As for the "beggars belief" statement I dont see your issue both the father and mother have stated it was a massive mistake on their part to leave their children alone.

I certainly wouldn't leave my daughter alone in those circumstances


----------



## ReTTro fit (Nov 9, 2014)

It's the Same old forum ***** looking for an argument jamman, leave him too it mate
I'm yet to see a useful, helpful post from him, all just arguing

On iPhone using Tapacrap

*** personal attacks not allowed ***


----------



## Spandex (Feb 20, 2009)

Madeleine was kidnapped from her room by a criminal. Demonising the parents in situations like that is just stupid, and misses the point entirely (but tabloid newspaper readers have to get their jollies somewhere, I suppose). But I guess everyone knows best till it happens to them. I'm sure the parents would dearly love to have a second chance at making those decisions and I'm sure they'd make them differently, but that's not the same thing as being negligent.
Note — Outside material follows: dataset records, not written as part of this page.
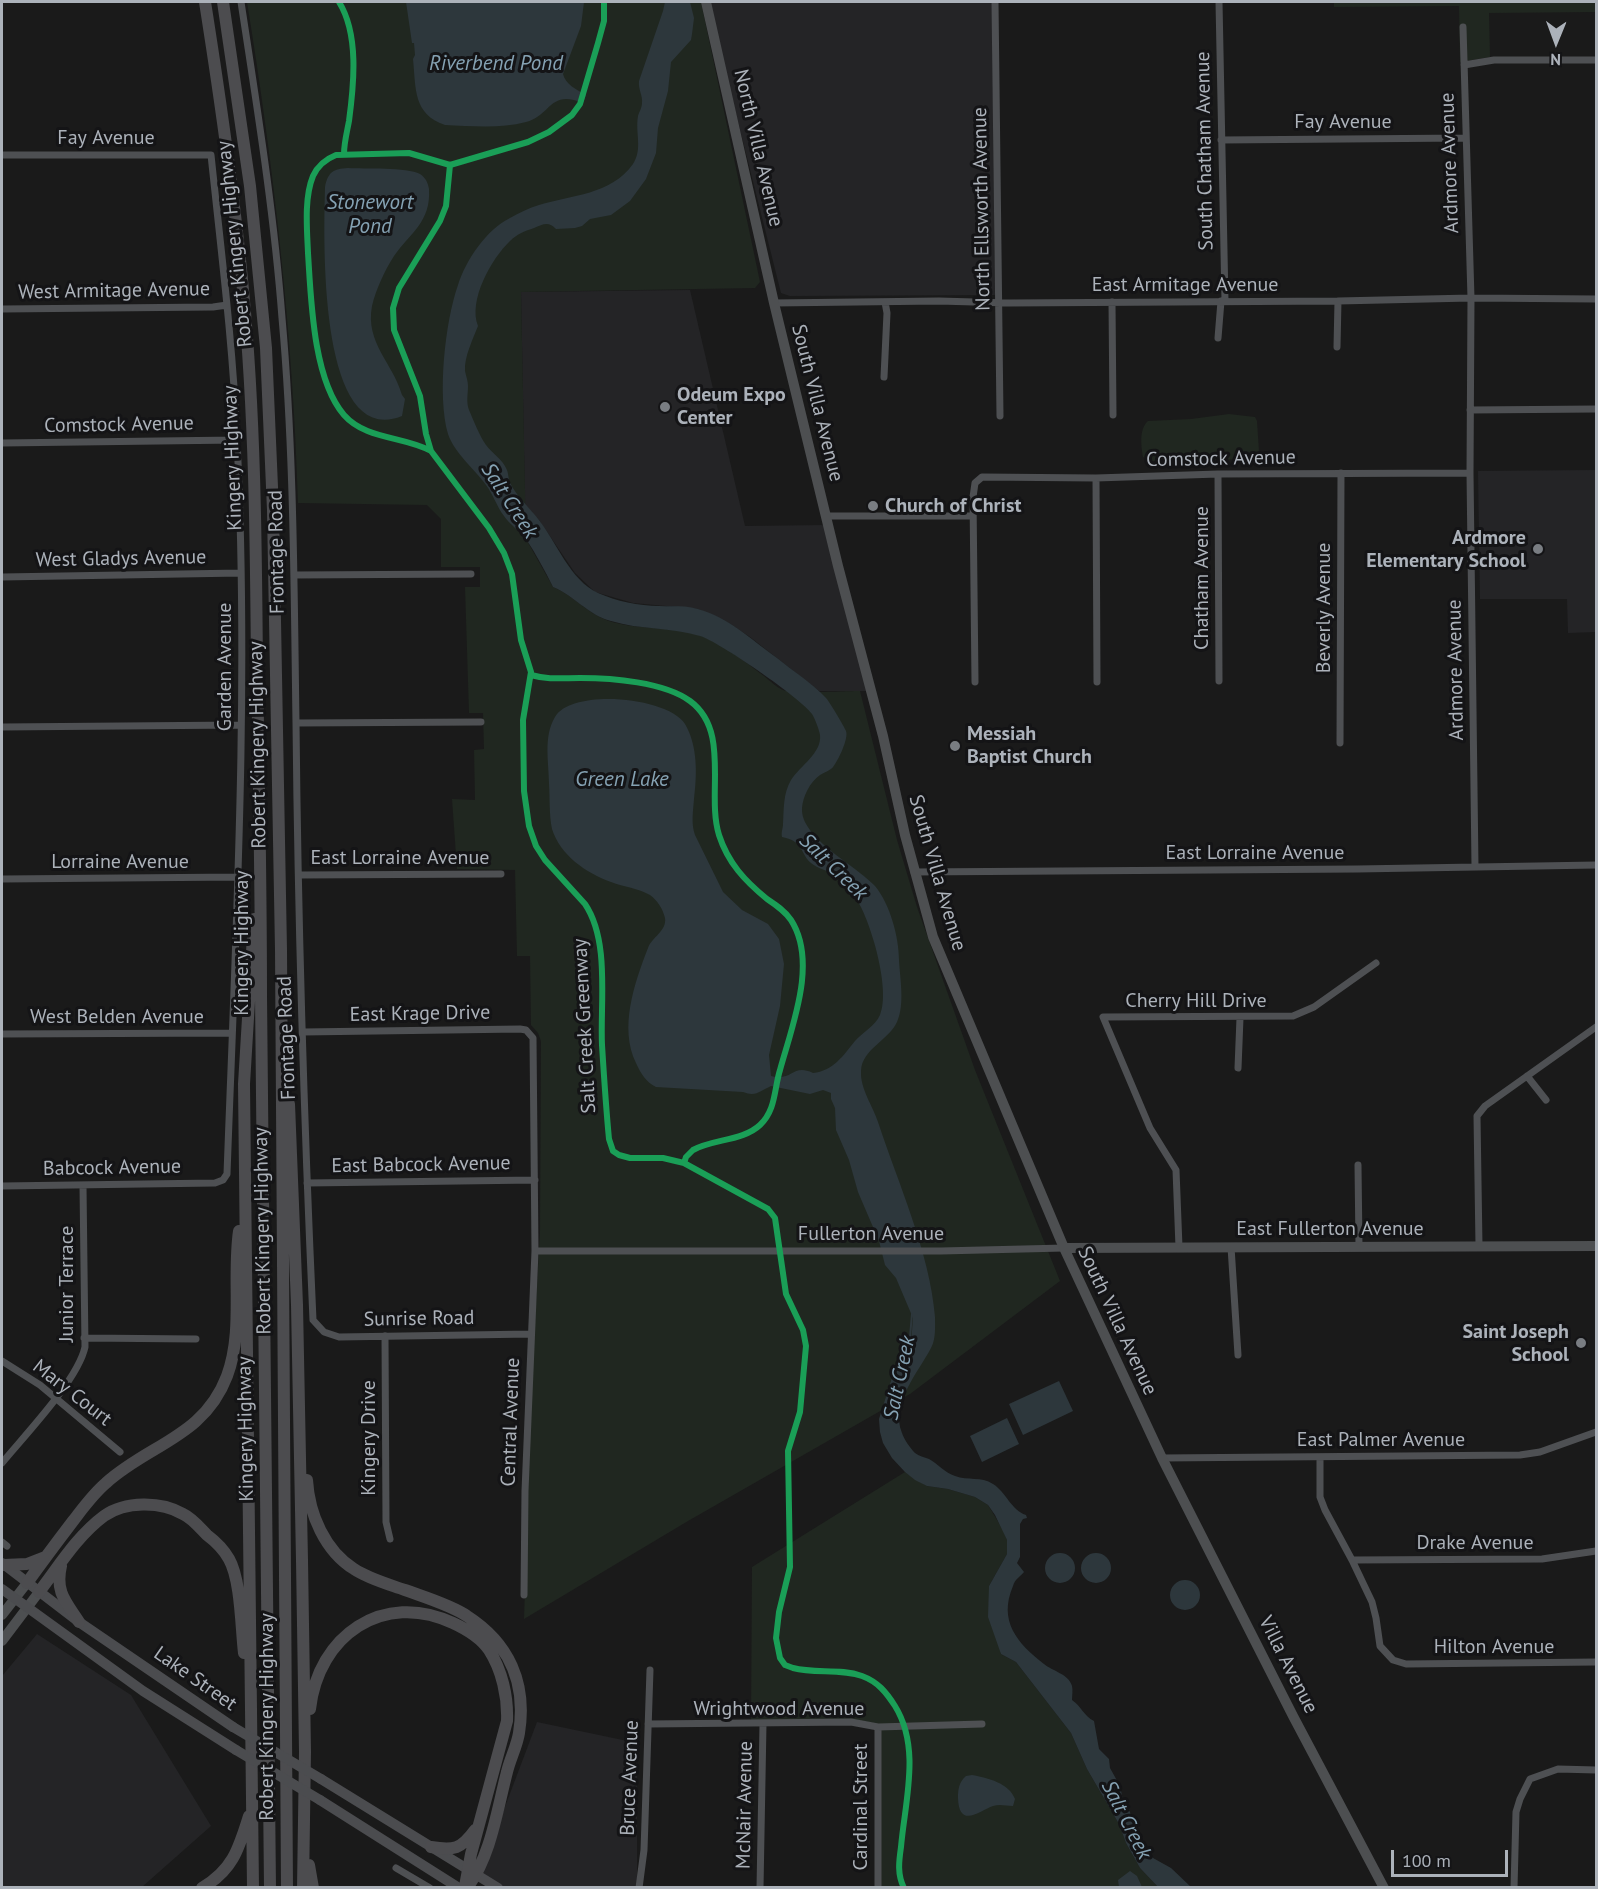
<!DOCTYPE html>
<html>
<head>
<meta charset="utf-8">
<style>
	body { margin:0 }
	#map { position:relative; width:1598px; height:1889px; overflow:hidden; background:#1a1a1a; font-family:"PT Sans",sans-serif }
	canvas { display:block }
	.frame { position:absolute; inset:0; border:3px solid #acb2ba; pointer-events:none }
	.north { position:absolute; left:1526px; top:12px; width:60px; height:60px; -webkit-text-stroke:4px #141416; paint-order:stroke; rotate:181deg; font-size:16px; font-weight:700; line-height:24px; text-align:center; color:#acb2ba }
	.north::after { content:''; display:block; margin:auto; width:21px; height:27px; background:#acb2ba; clip-path:polygon(50% 0,100% 100%,50% 72%,0 100%) }
	.scale { position:absolute; left:1391px; top:1850px; width:117px; height:27px; box-sizing:border-box; border:3px solid #acb2ba; border-top:0; padding-left:8px; font-size:18px; line-height:21px; white-space:nowrap; color:#acb2ba; -webkit-text-stroke:4px #141416; paint-order:stroke }
</style>
</head>
<body>
<div id="map">
<canvas width="1598" height="1889"></canvas>
<div class="frame"></div>
<div class="north">N</div>
<div class="scale">100 m</div>
</div>
<script>
const c = document.querySelector('canvas').getContext('2d');
c.lineJoin = 'round';
function paint(path, color) { c.fillStyle = color; c.fill(path, 'evenodd'); }
function trace(path, color, width, dash) { c.strokeStyle = color; c.lineWidth = width; c.lineCap = dash ? 'butt' : 'round'; c.setLineDash(dash || []); c.stroke(path); }
function drawText(font, color, halo, rows, align = 'center') {
  c.font = font + ' "PT Sans",sans-serif'; c.lineWidth = 6; c.setLineDash([]); c.textBaseline = 'middle'; c.strokeStyle = halo; c.fillStyle = color; for (const [text, x, y, turn = 0] of rows) {
    c.save(); c.translate(x, y); c.rotate((+turn || 0) * Math.PI / 180); c.textAlign = isNaN(turn) ? turn : align; if (halo) c.strokeText(text, 0, 0); c.fillText(text, 0, 0); c.restore();
  }
}
paint(new Path2D(`
	M708,2H992L995,295L790,296L781,293Z
	M690,290L745,526L827,525L869,691H819L750,637L724,620L698,609L633,603L595,592L575,573L539,520L525,505L521,292Z
	M1596,470V632L1568,633L1567,599H1480L1478,471Z
	M37,1634L131,1695L211,1826L142,1887H2V1676Z
	M537,1722L637,1743V1887H503L480,1873Z`), '#242426');
paint(new Path2D(`
	M247,2H701L760,282L755,288L521,292L526,539L553,587C575,596 588,615 612,622C641,630 673,626 702,636C725,645 745,662 764,676C770,681 776,687 783,690C790,694 848,691 860,691L897,840L917,907L975,1070L1060,1281L910,1394L688,1521L524,1619L531,1392L540,1232L541,1041L538,1033L531,1025L530,956H517L515,870L457,869L452,799L475,800L474,750L484,749L483,713H469L465,587H480V567H441V519L427,505L298,503C293,335 274,168 247,2Z
	M1334,2H1596V12L1489,13L1490,57L1460,62L1459,6L1334,7Z
	M1229,414L1255,417L1257,421L1259,451L1255,459L1151,461L1143,457C1141,445 1139,429 1148,421L1191,419Z
	M905,1472L927,1486L948,1489L975,1497L988,1505L1003,1530L1007,1540V1554L989,1586L1001,1654L1016,1662L1071,1733L1087,1769L1119,1824L1126,1843L1140,1868L1158,1887H880V1729L873,1723L850,1719L751,1721L752,1567Z`), '#202720');
paint(new Path2D(`
	M406,2H584L581,26L563,74C565,84 577,90 586,95L583,103C549,89 551,116 526,122C500,129 471,126 445,125C413,114 416,89 413,59L415,55L414,43H412Z
	M665,2H690L694,18L692,34L691,40L671,62L668,91L658,128L656,153L646,179L630,201L611,215L590,219L582,226L575,228L556,229C549,221 543,224 534,228C525,231 517,234 510,241C491,259 468,301 478,326C473,339 464,357 465,371C466,376 468,381 468,386C468,394 466,402 469,410C473,419 480,437 486,445C492,453 502,459 506,468C509,473 508,479 510,483C517,497 530,508 539,520C557,543 570,580 598,593C616,601 639,606 659,606C672,607 685,605 698,609C728,617 752,640 777,658C793,671 812,683 826,698C829,701 844,726 846,731C849,738 838,761 833,767C832,769 822,774 820,775C810,782 803,796 802,808C800,838 857,866 875,886C890,904 899,937 899,960C900,979 905,1004 897,1022C888,1041 862,1049 861,1071C860,1089 873,1106 878,1122C898,1183 930,1253 935,1317C935,1327 936,1339 931,1348C919,1371 890,1404 902,1433C904,1439 910,1448 915,1453C919,1456 924,1457 929,1459C938,1464 945,1473 955,1476C968,1481 981,1476 993,1484C1006,1492 1011,1510 1026,1515L1027,1518L1023,1519L1020,1524V1557L1017,1563L1024,1572C1020,1577 1015,1579 1013,1586C998,1621 1017,1643 1044,1664C1052,1671 1069,1674 1072,1686C1073,1690 1072,1696 1072,1700C1081,1706 1084,1716 1094,1721L1099,1749L1109,1759L1110,1768L1120,1786L1124,1805L1130,1812L1132,1822L1153,1858L1171,1868L1191,1887H1158L1140,1868L1126,1843L1119,1824L1087,1769L1071,1733L1016,1662L1001,1654L988,1617L989,1586L1007,1554V1540L995,1515L988,1505L975,1497L948,1489L927,1486L915,1480L905,1472L892,1458L883,1443L880,1432L879,1419L896,1365L911,1344L913,1318L896,1278L885,1265L879,1241L858,1192L849,1160L836,1130L835,1108L831,1099V1093L823,1090L810,1094L771,1086C760,1091 756,1097 743,1092L656,1087C646,1082 641,1074 636,1063C619,1028 634,984 648,948C652,937 667,931 665,918C663,909 657,900 650,895C638,888 624,887 611,882C586,873 560,855 552,829C549,814 550,799 549,784C549,762 543,737 555,717C572,688 668,697 685,724C698,746 697,775 694,799C693,812 691,824 695,835L723,892L742,910L768,924L779,939L784,964L780,1006L769,1055L771,1076C793,1082 792,1063 813,1073C833,1071 843,1056 855,1041C863,1032 875,1026 880,1015C891,990 871,922 857,900C852,892 843,882 835,876C828,870 818,869 811,863C804,858 802,846 795,842C791,839 786,838 782,837C781,831 783,829 783,824C784,808 783,794 791,780C800,766 822,753 820,735C819,729 815,719 812,714C802,699 718,641 700,636C671,627 640,630 611,621C588,615 575,596 553,587C545,571 536,554 526,539C520,531 510,525 504,516C497,507 493,494 486,485C474,468 455,454 448,434C437,396 445,322 458,285C466,260 486,230 510,218C519,213 529,208 539,205C571,195 611,195 633,164C643,149 635,133 638,116C639,112 642,108 642,103C643,96 638,89 639,81L663,11Z
	M348,168C364,169 407,167 420,174C426,178 428,183 429,189C431,222 411,232 394,256C385,270 376,289 372,306C365,343 393,363 402,395L405,399L402,416C316,451 324,230 325,187C328,172 333,169 348,168Z
	M1059,1381L1073,1411L1023,1435L1009,1404Z
	M1007,1418L1019,1444L982,1462L970,1436Z
	M1045 1568a15 15 0 1 1 30 0a15 15 0 1 1-30 0Z
	M1081 1568a15 15 0 1 1 30 0a15 15 0 1 1-30 0Z
	M1170 1595a15 15 0 1 1 30 0a15 15 0 1 1-30 0Z
	M972,1775C988,1778 1009,1783 1015,1799L1013,1806C1006,1806 1000,1804 993,1806C981,1810 959,1830 958,1798C958,1789 959,1782 966,1776Z
	M1130,1871L1137,1876L1142,1887H1119L1118,1880Z`), '#2d373c');
trace(new Path2D(`
	M909,1348L912,1314`), '#2d373c', 2);
trace(new Path2D(`
	M241,2C257,107 274,212 282,318C294,452 294,588 296,723C298,922 304,1121 313,1320L324,1332L339,1337L531,1334
	M995,2L1000,416
	M1219,2L1225,301
	M1463,27L1471,298L1470,473L1475,866
	M1464,65L1494,60H1596
	M1221,140L1466,138
	M2,155H211C221,250 233,345 237,440C249,685 236,929 227,1174L223,1180L215,1183L2,1186
	M1112,302L1113,415
	M774,303L939,301L1009,303L1338,301L1471,298L1596,299
	M2,309L213,307L227,305
	M1218,338L1221,301
	M1337,347L1338,301
	M884,377L887,313L885,302
	M1470,410L1596,409
	M2,443L237,440
	M1218,474L1219,681
	M1096,478L1097,682
	M826,516H973
	M294,575L471,574
	M2,577L241,573
	M975,682L973,497L975,483L982,477L1096,478L1218,474L1470,473
	M296,723L481,722
	M2,727L241,725
	M1340,743L1341,473
	M914,872L1357,869L1596,865
	M299,875L501,874
	M2,879L239,877
	M303,1032L520,1029L526,1030L533,1038L535,1251L525,1491L524,1595
	M2,1034L232,1033
	M1238,1068L1240,1018
	M1527,1076L1546,1100
	M1358,1165L1359,1247
	M307,1183L535,1180
	M1479,1246L1477,1116L1485,1106L1596,1027
	M1179,1247L1176,1170L1150,1128L1103,1017L1293,1016L1314,1007L1376,963
	M1231,1247L1238,1355
	M535,1251H941L1064,1248
	M385,1336L386,1522L390,1539
	M84,1338L196,1339
	M2,1361L40,1385L120,1452
	M1320,1457V1497L1325,1510L1352,1560L1372,1602L1376,1618L1380,1646L1393,1660L1406,1664L1596,1662
	M1162,1458L1520,1455L1540,1452L1596,1432
	M2,1463C24,1436 78,1380 85,1347L83,1186
	M2,1542L7,1546
	M1352,1560L1542,1559L1596,1551
	M648,1724L851,1722L878,1727L982,1724
	M396,1868L430,1888
	M639,1888L644,1850L650,1670
	M760,1888L763,1724
	M878,1888V1727
	M1514,1888L1516,1812L1520,1799L1530,1779L1558,1769L1596,1770`), '#4e5053', 7);
trace(new Path2D(`
	M706,2L774,303L838,566L883,736L905,835L933,937L1064,1248L1162,1458L1293,1716L1384,1888
	M1064,1248L1596,1246
	M2,1615L27,1583
	M2,1641L39,1592`), '#4d4f51', 10);
trace(new Path2D(`
	M2,1563L79,1622L233,1727
	M2,1589L143,1691L236,1750
	M321,1779L498,1888
	M320,1800L459,1888`), '#4b4c4f', 10);
trace(new Path2D(`
	M205,2C220,97 234,193 243,290C255,416 256,543 257,670C259,779 261,887 261,996L270,1888
	M223,2L250,186L266,348L273,510L281,950L287,1888
	M289,1104L297,1305L302,1560L305,1752L303,1888
	M307,1480C309,1514 325,1551 354,1569C369,1579 388,1584 405,1590C424,1597 451,1605 467,1616C509,1643 527,1683 519,1733C517,1746 510,1759 507,1772C497,1810 491,1856 467,1888
	M4,1565L27,1564L45,1557
	M61,1566C55,1592 66,1602 79,1622
	M27,1583C42,1562 57,1542 73,1521C83,1508 93,1494 106,1483C149,1444 204,1437 227,1376C244,1330 232,1279 239,1231
	M39,1592C59,1566 77,1536 104,1516C125,1501 161,1501 183,1514C192,1518 200,1528 207,1535C215,1541 224,1550 229,1559C241,1580 241,1628 244,1653
	M310,1709C318,1636 383,1590 453,1623C466,1629 481,1638 489,1650C502,1670 508,1697 507,1721L471,1854L465,1886
	M431,1847C454,1851 461,1849 475,1830
	M309,1865L313,1888
	M202,1888C233,1870 239,1848 249,1816
	M253,1888L244,1084L254,919`), '#4c4c4f', 12);
trace(new Path2D(`
	M233,1727L321,1779
	M236,1750L320,1800`), '#4b4c4f', 10);
trace(new Path2D(`
	M339,2C359,34 354,84 349,121C347,132 344,143 344,154
	M604,2V21L598,43L580,104L572,115L549,132L528,142L450,165L446,206L440,221L399,288L393,308L394,330L420,396L426,434L431,451L489,528L504,553L512,574L521,640L531,672L523,720L524,791L529,826L536,846L545,860L585,904C610,941 600,1003 602,1045C604,1077 606,1108 609,1139L613,1151L619,1155L630,1158H663L684,1163L768,1209L775,1218L786,1294L803,1330L806,1346L800,1412L788,1451L790,1567L779,1612L776,1638L780,1658L785,1665L793,1668C815,1674 840,1668 862,1676C878,1682 886,1692 895,1706C921,1748 905,1801 901,1847C899,1861 897,1874 904,1888
	M431,451C404,436 366,440 344,415C313,379 311,299 308,253C307,229 304,198 313,176C318,165 326,159 336,155L409,153L450,165
	M531,675C548,680 563,678 580,678C612,678 664,682 690,701C731,731 706,794 719,835C728,863 745,881 767,899C776,905 785,911 791,920C818,962 792,1026 780,1070C774,1089 776,1110 760,1125C743,1141 713,1139 693,1150L686,1157L684,1163`), '#1a9f57', 6);
for (const [x, y, r, color] of [
	[665,407,6,"#797d82"],
	[873,506,6,"#797d82"],
	[1538,549,6,"#797d82"],
	[955,746,6,"#797d82"],
	[1581,1343,6,"#797d82"]
]) { const dot = new Path2D(); dot.arc(x, y, r, 0, 2 * Math.PI); c.fillStyle = color; c.fill(dot); trace(dot, '#141416', 2); }
drawText('20px', '#acb2ba', '#141416', [
	["Fay Avenue",1343,122],
	["Fay Avenue",106,138],
	["North Villa Avenue",758,148,77],
	["South Chatham Avenue",1205,151,-91],
	["Ardmore Avenue",1450,163,-92],
	["North Ellsworth Avenue",982,209,-91],
	["Robert Kingery Highway",235,244,-96],
	["East Armitage Avenue",1185,285],
	["West Armitage Avenue",114,291,-1],
	["South Villa Avenue",817,403,76],
	["Comstock Avenue",119,425,-1],
	["Kingery Highway",233,458,-92],
	["Comstock Avenue",1221,459,-1],
	["Frontage Road",277,552,-91],
	["West Gladys Avenue",121,559,-1],
	["Chatham Avenue",1202,578,-90],
	["Beverly Avenue",1324,608,-90],
	["Garden Avenue",225,667,-90],
	["Ardmore Avenue",1456,670,-91],
	["Robert Kingery Highway",258,745,-91],
	["East Lorraine Avenue",1255,853],
	["East Lorraine Avenue",400,858],
	["Lorraine Avenue",120,862],
	["South Villa Avenue",937,873,74],
	["Kingery Highway",242,943,-90],
	["Cherry Hill Drive",1196,1001],
	["East Krage Drive",420,1014,-1],
	["West Belden Avenue",117,1017],
	["Salt Creek Greenway",585,1026,-93],
	["Frontage Road",287,1038,-92],
	["East Babcock Avenue",421,1165,-1],
	["Babcock Avenue",112,1168,-1],
	["East Fullerton Avenue",1330,1229],
	["Robert Kingery Highway",263,1231,-91],
	["Fullerton Avenue",871,1234],
	["Junior Terrace",67,1284,-90],
	["Sunrise Road",419,1319,-1],
	["South Villa Avenue",1117,1321,65],
	["Mary Court",72,1393,38],
	["Central Avenue",511,1422,-88],
	["Kingery Highway",246,1429,-91],
	["Kingery Drive",369,1438,-90],
	["East Palmer Avenue",1381,1440],
	["Drake Avenue",1475,1543],
	["Hilton Avenue",1494,1647],
	["Villa Avenue",1288,1665,63],
	["Lake Street",195,1679,35],
	["Wrightwood Avenue",779,1709],
	["Robert Kingery Highway",267,1717,-90],
	["Bruce Avenue",630,1778,-88],
	["McNair Avenue",745,1805,-89],
	["Cardinal Street",861,1807,-90]
]);
drawText('bold 20px', '#acb2ba', '#141416', [
	["Odeum Expo",677,395],
	["Center",677,418],
	["Church of Christ",885,506],
	["Ardmore",1526,538,"right"],
	["Elementary School",1526,561,"right"],
	["Messiah",967,734],
	["Baptist Church",967,757],
	["Saint Joseph",1569,1332,"right"],
	["School",1569,1355,"right"]
], 'left');
drawText('italic 21px', '#85a2b3', '#141416', [
	["Riverbend Pond",496,64],
	["Stonewort",370,203],
	["Pond",370,227],
	["Salt Creek",509,501,57],
	["Green Lake",622,780],
	["Salt Creek",833,867,44],
	["Salt Creek",900,1378,-78],
	["Salt Creek",1126,1820,63]
]);
</script>
</body>
</html>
Back to the topic, the idea that allowing your child to leave your sight is somehow negligent is ridiculous. In fact, every parent does it - but, I suspect it's only negligent when _someone else_ does it and a tragedy happens.

This was an accident. With a crystal ball, or an industrial sized pack of cotton wool it could have been avoided, but it was an accident nonetheless. Unfortunately, people these days seem so terrified by the numerous, unimaginable consequences that they don't allow their children any responsibility for their actions and we end up with a nation of feckless youth, determined to blame everything on someone else.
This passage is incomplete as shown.